_Exercise aim:_ Return the whole listing exactly as written.
-- Dataset records follows --
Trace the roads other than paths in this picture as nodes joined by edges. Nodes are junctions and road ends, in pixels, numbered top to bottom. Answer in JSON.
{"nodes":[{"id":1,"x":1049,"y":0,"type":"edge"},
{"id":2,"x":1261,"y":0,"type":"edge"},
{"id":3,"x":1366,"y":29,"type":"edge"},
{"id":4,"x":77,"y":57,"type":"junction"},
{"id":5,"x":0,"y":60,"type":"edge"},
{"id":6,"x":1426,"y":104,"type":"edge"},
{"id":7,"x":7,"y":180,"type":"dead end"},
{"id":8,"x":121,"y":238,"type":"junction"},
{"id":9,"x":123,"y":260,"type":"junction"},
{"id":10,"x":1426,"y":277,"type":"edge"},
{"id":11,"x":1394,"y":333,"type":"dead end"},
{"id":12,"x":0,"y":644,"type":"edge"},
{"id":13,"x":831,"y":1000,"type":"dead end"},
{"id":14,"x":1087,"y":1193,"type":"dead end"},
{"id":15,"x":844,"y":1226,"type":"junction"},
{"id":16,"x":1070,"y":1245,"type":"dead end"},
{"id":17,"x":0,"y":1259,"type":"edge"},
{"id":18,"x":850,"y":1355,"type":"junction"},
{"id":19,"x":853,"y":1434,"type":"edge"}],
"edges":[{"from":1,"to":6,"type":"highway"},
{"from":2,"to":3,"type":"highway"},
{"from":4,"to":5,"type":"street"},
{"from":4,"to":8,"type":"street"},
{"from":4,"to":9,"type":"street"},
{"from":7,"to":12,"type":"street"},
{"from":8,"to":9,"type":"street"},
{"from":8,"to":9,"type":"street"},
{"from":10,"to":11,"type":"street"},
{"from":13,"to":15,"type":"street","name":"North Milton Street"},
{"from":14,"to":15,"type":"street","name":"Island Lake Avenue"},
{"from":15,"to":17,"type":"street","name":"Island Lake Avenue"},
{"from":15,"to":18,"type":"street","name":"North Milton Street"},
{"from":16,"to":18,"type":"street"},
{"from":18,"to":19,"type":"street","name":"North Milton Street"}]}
-- Dataset records concluded --
_Task output:_
Trace the roads other than paths in this picture as nodes joined by edges. Nodes are junctions and road ends, in pixels, numbered top to bottom. Answer in JSON.
{"nodes":[{"id":1,"x":1049,"y":0,"type":"edge"},
{"id":2,"x":1261,"y":0,"type":"edge"},
{"id":3,"x":1366,"y":29,"type":"edge"},
{"id":4,"x":77,"y":57,"type":"junction"},
{"id":5,"x":0,"y":60,"type":"edge"},
{"id":6,"x":1426,"y":104,"type":"edge"},
{"id":7,"x":7,"y":180,"type":"dead end"},
{"id":8,"x":121,"y":238,"type":"junction"},
{"id":9,"x":123,"y":260,"type":"junction"},
{"id":10,"x":1426,"y":277,"type":"edge"},
{"id":11,"x":1394,"y":333,"type":"dead end"},
{"id":12,"x":0,"y":644,"type":"edge"},
{"id":13,"x":831,"y":1000,"type":"dead end"},
{"id":14,"x":1087,"y":1193,"type":"dead end"},
{"id":15,"x":844,"y":1226,"type":"junction"},
{"id":16,"x":1070,"y":1245,"type":"dead end"},
{"id":17,"x":0,"y":1259,"type":"edge"},
{"id":18,"x":850,"y":1355,"type":"junction"},
{"id":19,"x":853,"y":1434,"type":"edge"}],
"edges":[{"from":1,"to":6,"type":"highway"},
{"from":2,"to":3,"type":"highway"},
{"from":4,"to":5,"type":"street"},
{"from":4,"to":8,"type":"street"},
{"from":4,"to":9,"type":"street"},
{"from":7,"to":12,"type":"street"},
{"from":8,"to":9,"type":"street"},
{"from":8,"to":9,"type":"street"},
{"from":10,"to":11,"type":"street"},
{"from":13,"to":15,"type":"street","name":"North Milton Street"},
{"from":14,"to":15,"type":"street","name":"Island Lake Avenue"},
{"from":15,"to":17,"type":"street","name":"Island Lake Avenue"},
{"from":15,"to":18,"type":"street","name":"North Milton Street"},
{"from":16,"to":18,"type":"street"},
{"from":18,"to":19,"type":"street","name":"North Milton Street"}]}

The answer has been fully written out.